(Records for processing)

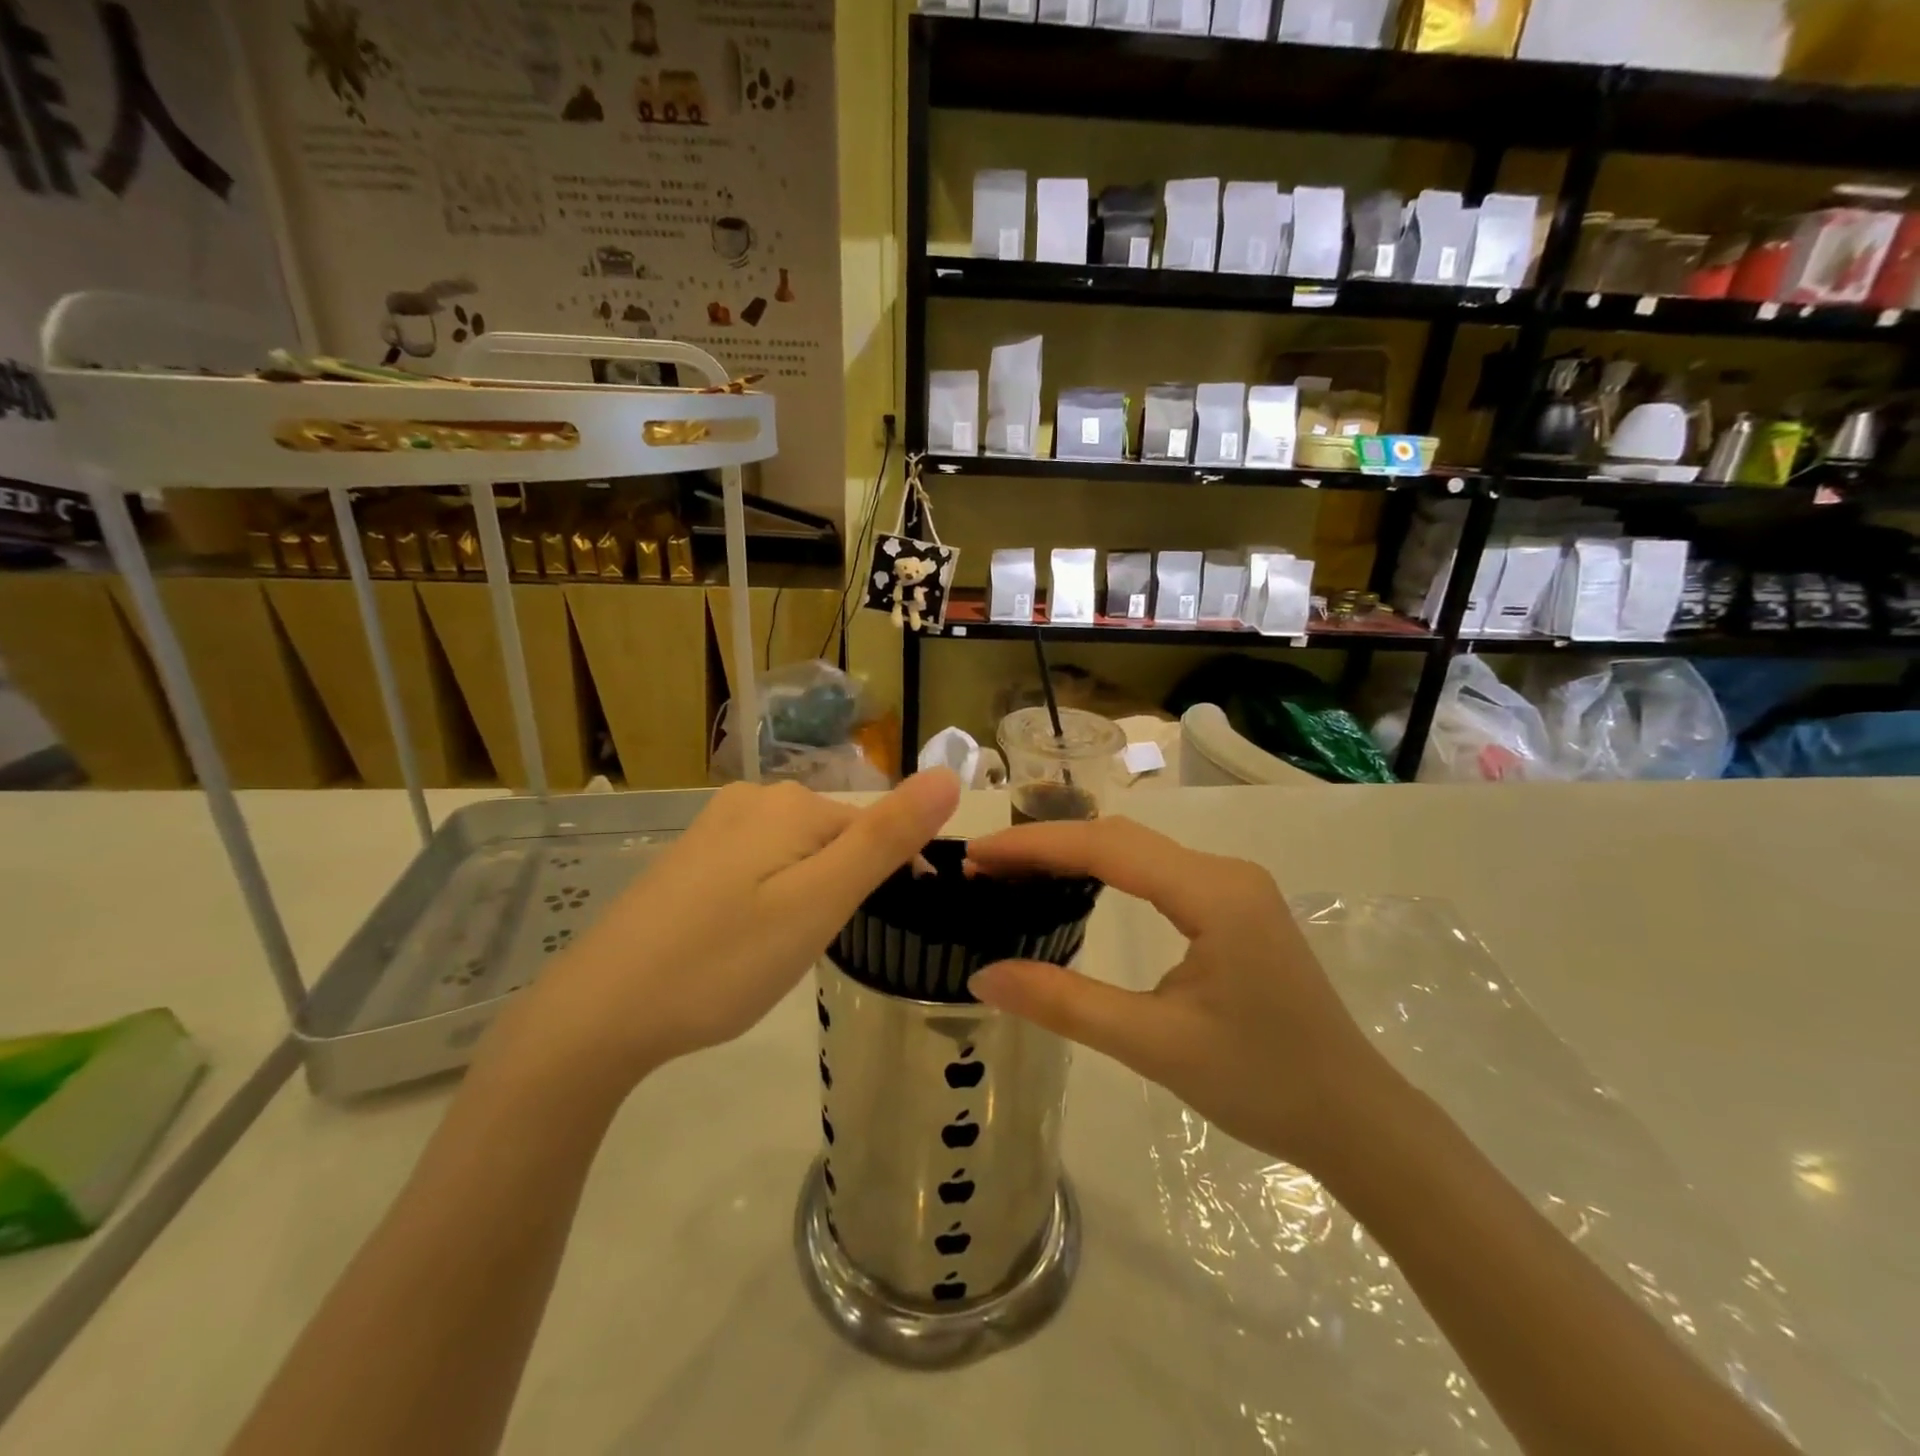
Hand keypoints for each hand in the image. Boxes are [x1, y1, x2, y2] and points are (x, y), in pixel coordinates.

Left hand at [489, 771, 960, 1095]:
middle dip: (849, 884)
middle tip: (824, 947)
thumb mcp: (820, 902)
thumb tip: (948, 774)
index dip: (896, 875)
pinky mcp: (690, 856)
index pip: (875, 827)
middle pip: (835, 836)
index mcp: (791, 805)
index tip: (896, 927)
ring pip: (797, 851)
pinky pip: (759, 863)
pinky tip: (747, 937)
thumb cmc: (724, 960)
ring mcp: (714, 826)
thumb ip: (885, 838)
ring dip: (811, 892)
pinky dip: (773, 895)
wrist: (600, 1012)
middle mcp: (753, 799)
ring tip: (787, 949)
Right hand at [967, 816, 1401, 1171]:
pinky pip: (1156, 872)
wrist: (1355, 1119)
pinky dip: (1104, 873)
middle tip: (982, 866)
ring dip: (1073, 855)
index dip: (1035, 845)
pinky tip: (1073, 889)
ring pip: (1137, 852)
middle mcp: (1225, 872)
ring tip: (1012, 873)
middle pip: (1120, 839)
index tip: (976, 854)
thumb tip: (982, 976)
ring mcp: (1233, 886)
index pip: (1107, 848)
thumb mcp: (1154, 1046)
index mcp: (1214, 893)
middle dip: (1047, 845)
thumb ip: (1065, 1005)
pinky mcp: (1233, 906)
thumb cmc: (1262, 1085)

(End Records for processing)

→ Task brief: Every line above holding the string "hand" should be listed.

→ Output for this task:
Hand keypoints for each hand in the image. Boxes are [x1, y1, x2, y2] and points are (x, y), in pixel coordinates.
Left hand at [489, 771, 960, 1095]:
Right hand at [967, 816, 1401, 1171]:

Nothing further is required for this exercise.